Where the records appear below, transcribe them exactly, leaving none out.

Stored data entries
- - - -

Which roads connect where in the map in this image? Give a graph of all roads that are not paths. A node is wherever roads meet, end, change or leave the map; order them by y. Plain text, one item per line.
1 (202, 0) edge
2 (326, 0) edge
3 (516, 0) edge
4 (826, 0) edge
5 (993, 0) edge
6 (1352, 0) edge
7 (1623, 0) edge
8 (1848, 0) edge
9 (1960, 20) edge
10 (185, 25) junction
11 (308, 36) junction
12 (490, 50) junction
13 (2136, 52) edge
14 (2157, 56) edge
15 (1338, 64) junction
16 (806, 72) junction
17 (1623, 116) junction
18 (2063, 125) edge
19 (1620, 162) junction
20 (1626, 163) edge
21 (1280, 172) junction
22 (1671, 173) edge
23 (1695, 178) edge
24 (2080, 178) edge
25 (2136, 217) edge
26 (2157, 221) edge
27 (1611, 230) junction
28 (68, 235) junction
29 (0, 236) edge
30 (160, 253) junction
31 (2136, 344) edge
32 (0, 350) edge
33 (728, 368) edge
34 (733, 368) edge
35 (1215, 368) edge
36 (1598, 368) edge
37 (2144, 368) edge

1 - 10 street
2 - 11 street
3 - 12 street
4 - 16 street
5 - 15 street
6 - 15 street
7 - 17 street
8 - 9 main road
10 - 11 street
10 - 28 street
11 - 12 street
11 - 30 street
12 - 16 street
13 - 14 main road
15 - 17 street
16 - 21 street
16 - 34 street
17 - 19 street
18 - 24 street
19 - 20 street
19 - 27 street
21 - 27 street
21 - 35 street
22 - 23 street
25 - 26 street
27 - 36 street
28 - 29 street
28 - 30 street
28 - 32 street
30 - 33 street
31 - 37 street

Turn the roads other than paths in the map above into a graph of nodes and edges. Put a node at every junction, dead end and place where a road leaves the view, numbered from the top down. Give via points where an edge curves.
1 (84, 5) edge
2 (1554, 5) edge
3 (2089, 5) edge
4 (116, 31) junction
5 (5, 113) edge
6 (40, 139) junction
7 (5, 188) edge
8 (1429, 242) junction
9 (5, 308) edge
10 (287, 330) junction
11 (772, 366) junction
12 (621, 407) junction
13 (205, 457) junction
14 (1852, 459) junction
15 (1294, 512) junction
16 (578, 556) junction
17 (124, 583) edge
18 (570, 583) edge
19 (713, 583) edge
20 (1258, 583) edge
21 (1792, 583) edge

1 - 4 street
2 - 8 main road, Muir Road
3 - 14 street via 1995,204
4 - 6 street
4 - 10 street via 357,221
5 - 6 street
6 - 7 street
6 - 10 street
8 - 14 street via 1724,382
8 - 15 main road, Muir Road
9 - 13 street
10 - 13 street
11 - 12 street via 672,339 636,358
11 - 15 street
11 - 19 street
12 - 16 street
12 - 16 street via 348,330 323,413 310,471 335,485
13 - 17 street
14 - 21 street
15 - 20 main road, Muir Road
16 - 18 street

- - - -

ANSWER FOR THIS EXERCISE ::
Which roads connect where in the map in this image? Give a graph of all roads that are not paths. A node is wherever roads meet, end, change or leave the map; order them by y. Plain text, one item per line.
1 (202, 0) edge
2 (326, 0) edge
3 (516, 0) edge
4 (826, 0) edge
5 (993, 0) edge
6 (1352, 0) edge
7 (1623, 0) edge
8 (1848, 0) edge
9 (1960, 20) edge
10 (185, 25) junction
11 (308, 36) junction
12 (490, 50) junction
13 (2136, 52) edge
14 (2157, 56) edge
15 (1338, 64) junction
16 (806, 72) junction
17 (1623, 116) junction
18 (2063, 125) edge
19 (1620, 162) junction
20 (1626, 163) edge
21 (1280, 172) junction
22 (1671, 173) edge
23 (1695, 178) edge
24 (2080, 178) edge
25 (2136, 217) edge
26 (2157, 221) edge
27 (1611, 230) junction
28 (68, 235) junction
29 (0, 236) edge
30 (160, 253) junction
31 (2136, 344) edge
32 (0, 350) edge
33 (728, 368) edge
34 (733, 368) edge
35 (1215, 368) edge
36 (1598, 368) edge
37 (2144, 368) edge

1 - 10 street
2 - 11 street
3 - 12 street
4 - 16 street
5 - 15 street
6 - 15 street
7 - 17 street
8 - 9 main road
10 - 11 street
10 - 28 street
11 - 12 street
11 - 30 street
12 - 16 street
13 - 14 main road
15 - 17 street
16 - 21 street
16 - 34 street
17 - 19 street
18 - 24 street
19 - 20 street
19 - 27 street
21 - 27 street
21 - 35 street
22 - 23 street
25 - 26 street
27 - 36 street
28 - 29 street
28 - 30 street
28 - 32 street
30 - 33 street
31 - 37 street

Turn the roads other than paths in the map above into a graph of nodes and edges. Put a node at every junction, dead end and place where a road leaves the view, numbered from the top down. Give via points where an edge curves.
1 (84, 5) edge
2 (1554, 5) edge
3 (2089, 5) edge
4 (116, 31) junction
5 (5, 113) edge
6 (40, 139) junction
7 (5, 188) edge
8 (1429, 242) junction
9 (5, 308) edge
10 (287, 330) junction
11 (772, 366) junction
12 (621, 407) junction
13 (205, 457) junction
14 (1852, 459) junction
15 (1294, 512) junction
16 (578, 556) junction
17 (124, 583) edge
18 (570, 583) edge
19 (713, 583) edge
20 (1258, 583) edge
21 (1792, 583) edge

1 - 4 street
2 - 8 main road, Muir Road
3 - 14 street via 1995,204
4 - 6 street
4 - 10 street via 357,221
5 - 6 street
6 - 7 street
6 - 10 street
8 - 14 street via 1724,382
8 - 15 main road, Muir Road
9 - 13 street
10 - 13 street
11 - 12 street via 672,339 636,358
11 - 15 street
11 - 19 street
12 - 16 street
12 - 16 street via 348,330 323,413 310,471 335,485
13 - 17 street
14 - 21 street
15 - 20 main road, Muir Road
16 - 18 street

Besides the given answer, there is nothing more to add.